スイス山里COSMOSNOMADO

アルプスの山を眺め空を見上げながら心に映る風景を綴ります

スイスで食べる納豆の話

今週のお題「納豆」

スイスで納豆を手に入れるには、日本食料品店に出向いて冷凍品を買うのが普通である。だいたい3個入りパックで5フランくらいだろうか。今の日本円にすると、700円以上?ということは、ひとつ250円近くになるかな?もしかしたら、もっと高くなっているかもしれない。まれに、料理好きの日本人で手作りする人もいるのかもしれないけれど、私の回りでは知らない。

私は納豆が大好きで、日本にいる時はよく食べていた。納豆は身体にいいと言われている。ネギを刻んで入れるのが好きだ。ネギ類も身体にいい。辛子も少しだけ入れてお醤油をかけて混ぜる。それをあったかいご飯に載せて食べるのは最高だ。ついついご飯が進む。ここで大事なのは、美味しいお米で炊いたご飯である。昔の日本のお米は美味しかった。国内産のお米を優遇するために、輸入は規制されていたと思う。その後、規制が緩和されて、いわゆる外米が入ってきた。昭和の頃は、お米はお米屋さんで買うものだったが、スーパーでも売られ出すようになったのは、いつくらいからだったろうか。

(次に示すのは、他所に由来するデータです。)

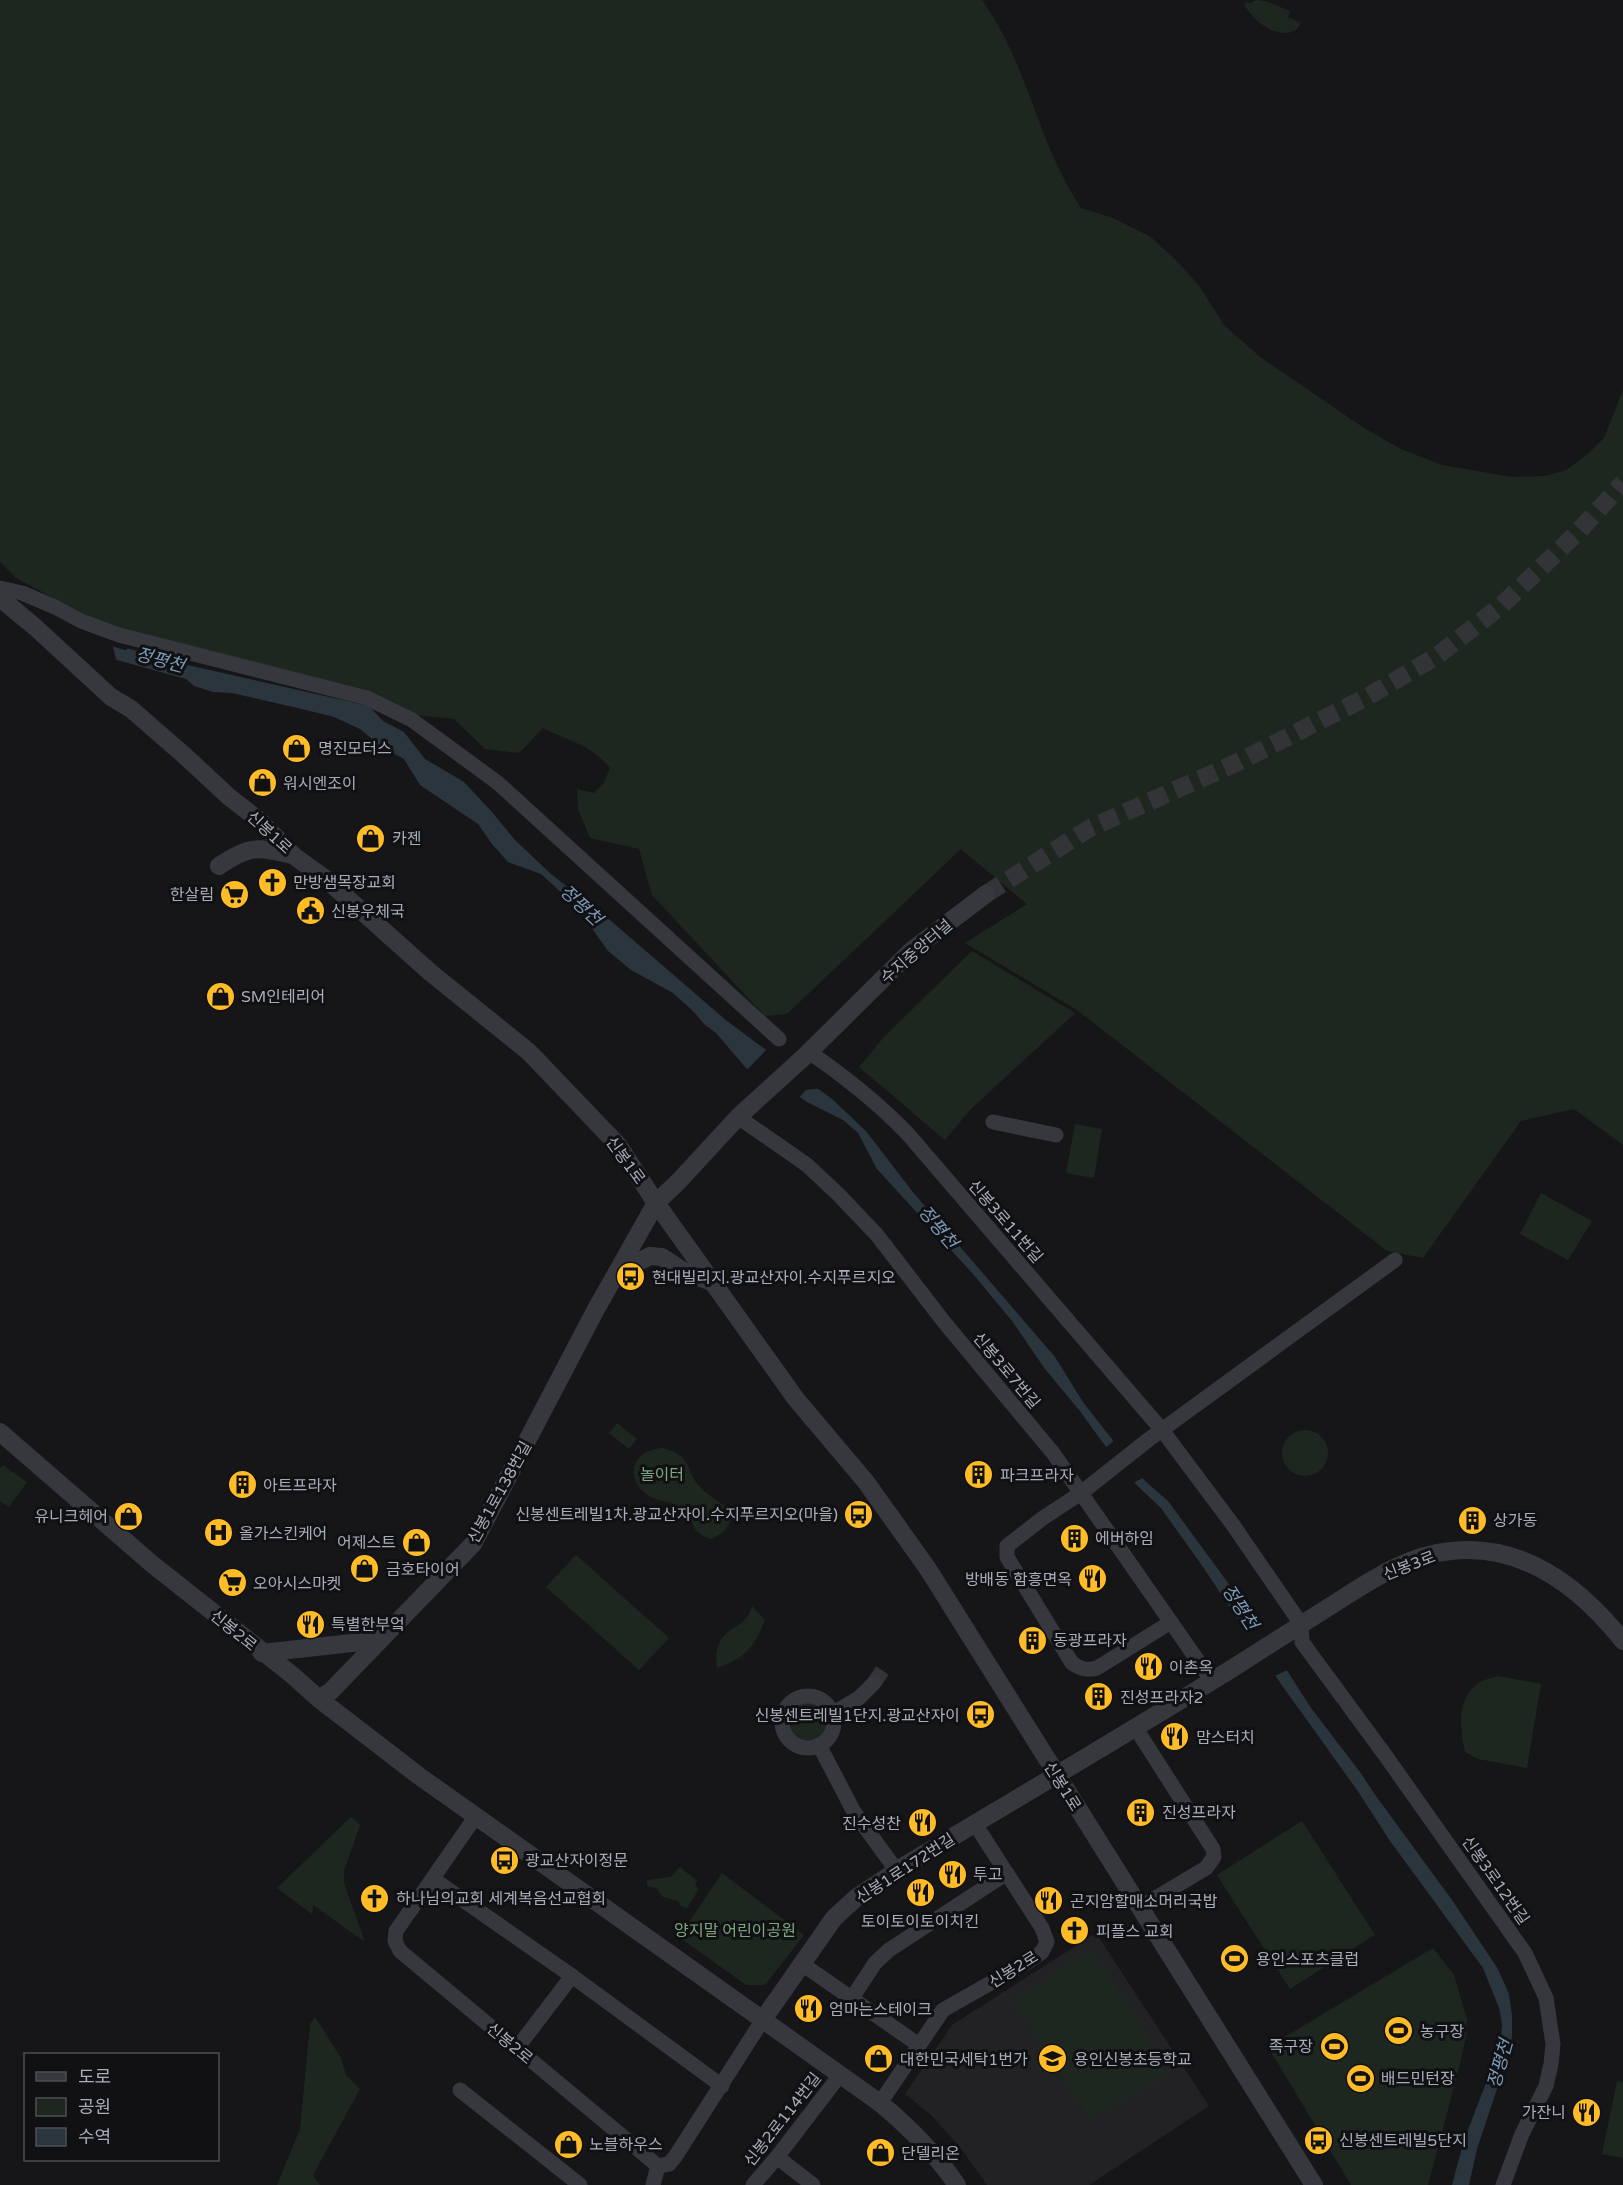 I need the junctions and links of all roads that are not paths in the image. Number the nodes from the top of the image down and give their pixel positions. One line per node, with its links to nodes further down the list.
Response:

本当は、毎日でも納豆を食べたいところだが、こちらではそうもいかない。美味しいご飯を炊いたときに、だいじにご飯に載せて食べる。日本食料品店では、日本のお米を売っているが、けっこう高い。やはり海外にいると、ましてや配偶者がスイス人となると、毎日ご飯を炊いて食べるわけではない。それに夫は、納豆は人が食べているのを見るのも苦手というので、最初のうちは遠慮していた。こちらは学校給食がないので、子供はお昼ごはんに家に戻ってくる。ウチの子は納豆が好き。だから、晩ごはんではなくて、夫のいないお昼には堂々と食べられた。普段は、イタリア米で日本のお米に似たものを使っていたが、その時はとっておきの日本米を炊いて。あったかいご飯に、納豆、焼き海苔、味噌汁、焼き魚、豆腐料理、こんなメニューは最高だ。そして、お醤油は日本食には必需品。今でこそ、MigrosやCoopなどのスーパーでも手に入るようになったが、来た当時はチューリッヒの日本食品店まで買いに行ったものだ。

食習慣というものは、国によって様々。数年来の日本食ブームで、お醤油を炊きしめた匂いや焼き魚の匂いも違和感なく受け入れられるようになった。今から30数年前、毎日ドイツ語学校に通いながら、午後は日本人観光客相手のお土産物屋さんでパートをしていた頃のエピソードをひとつ。お昼時に地下の小さな台所で簡単な料理をする同僚もいた。すると、ある日、隣のブティックからクレームが来たのだ。臭いからやめてほしいと。地下室から隣のお店に匂いが漏れていたのだった。日本人には懐かしの匂いも、スイスの人にはちょっとこれ何?だったのだろう。お隣は高級ブティック。幸い、匂いは上のお店には届かなかったかもしれないが、地下が、同じように店員さんの休憩室になっていたのかもしれない。それにしても、まだ日本人永住組も今ほど多くはなかった時代を思い出すと、なかなか感慨深いものがある。